Она повернулась к печи, вынула из золы горшок, налила в миску похлёбки, поставила на стол и положила рядом краюху. Потом села на лавку, всё так же держа Афанасия.
Казма смотрел на миску.
От похлёбки поднимался тонкий бледный пар. Живот у него скрутило от голода — он не ел со вчерашнего, — но встать он не мог. Не мог протянуть руку. Не мог сделать вид, будто всё как прежде, потому что сделать такой вид означало бы, что всё и вправду как прежде, а этого он вынести не умел.
— Ешь, — повторила мать. Голос был ровный. — Силы понадобятся.
Тогда он встал.
Подошёл. Сел. Взял хлеб, отломил, положил в миску. Ел медленно, не чувствуя вкуса. Похлёбка была солёная, густая, с крупой и капустой, и он ел, глядя в миску, и слышал, как за спиной у него дышит спящий ребёнок его брата.
Так прошёл вечер.
• • •
Ночью он спал на полу у печи, не раздеваясь.
Марья не ложилась. Она сидела на лавке, глядя в темноту, и раза три вставала, подходила к зыбке, поправляла пелёнку и садилась обратно.
Нож был у него за пазухой.
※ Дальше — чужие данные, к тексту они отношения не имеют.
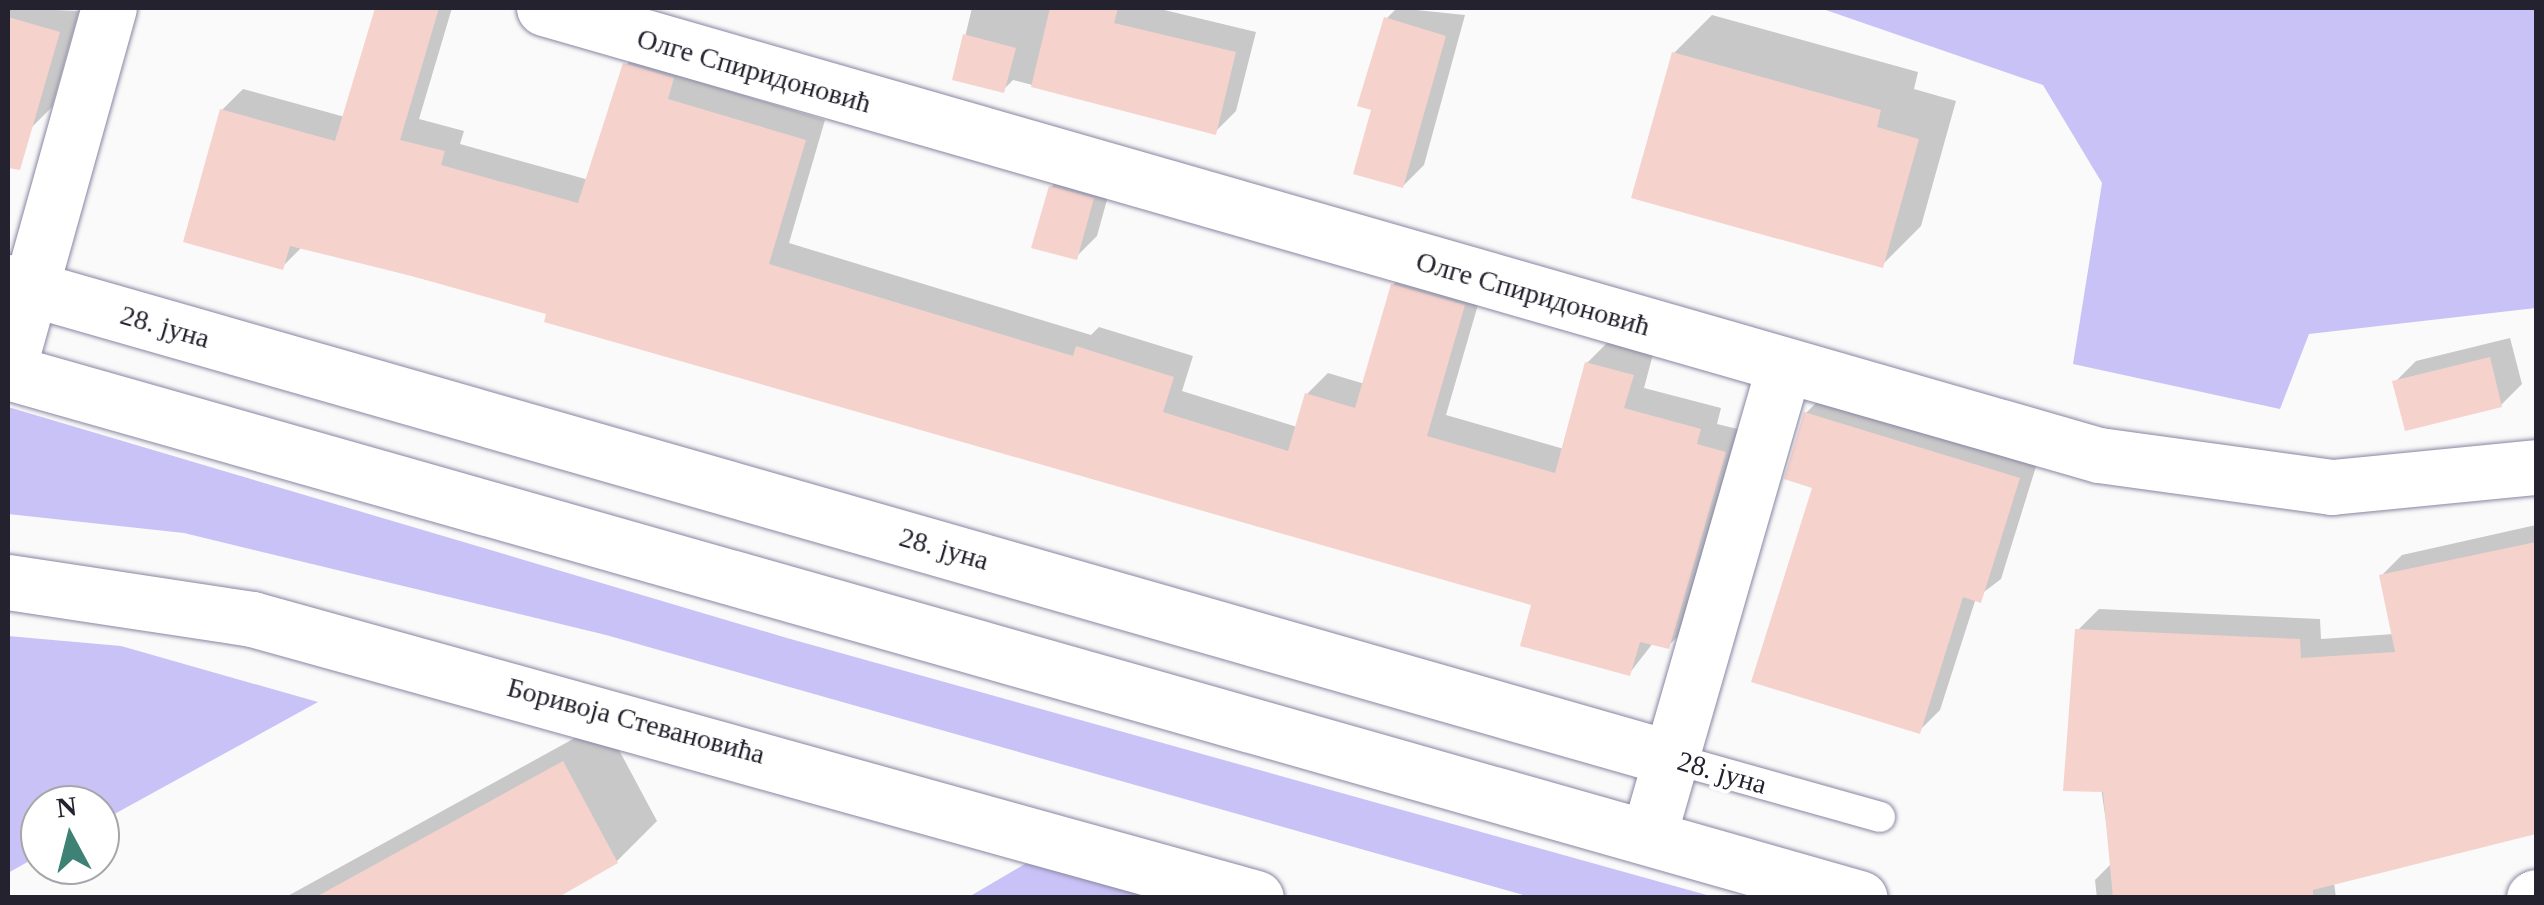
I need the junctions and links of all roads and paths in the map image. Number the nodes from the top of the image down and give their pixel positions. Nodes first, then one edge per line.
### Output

Он не вынул его и не тронул. Он лежал на боку, лицом к печи, и чувствовал только холодное и тяжёлое у рёбер, и думал о том, что завтра надо будет пойти в лес и закопать, и что закапывать придётся глубоко, и что земля после дождя пойдёт тяжело.
Утром серый свет пробился сквозь щели.
Казма открыл глаза. Марья сидела на том же месте и в той же позе, и лицо её за ночь не изменилось — ни усталости на нём, ни сна, только та же тяжёлая определённость.
Она повернула голову.
— Я не знаю, что случилось с Андреем, — сказала она. Голос был ровным, без дрожи. — Но я знаю, что ты знаешь.
Казма не шевельнулся.
— И я знаю, — продолжала Марья, — что ты не скажешь.
Она замолчала.
В избе было тихо. Только дыхание младенца в зыбке да потрескивание остывшей лучины.
• • •
Потом она встала.
Подошла к зыбке, наклонилась и подняла Афанасия — так же умело, одним движением, — и пошла через избу к столу, где сидел её сын.
И протянула ему ребёнка.
Казма не понял. Он посмотрел на неё снизу вверх, потом на свёрток у неё в руках, потом опять на неё.
— Держи, — сказала Марья.
— Мать…
— Держи.
И он взял.
Он взял его неловко, как берут все, кто не брал никогда, — под спину и под ноги, слишком крепко, боясь уронить, — и Афанасий, не просыпаясь, шевельнул губами и уткнулся ему в грудь, в ту самую рубаху, которую следовало сжечь и которую Казма не сжёг.
— Теперь они твои, — сказала Марья.
Казма поднял голову.
— Трое, — сказала она. — Стёпка, Мишка и этот. Отца у них нет. Ты им дядька, ты в избе один мужик. Значит, твои.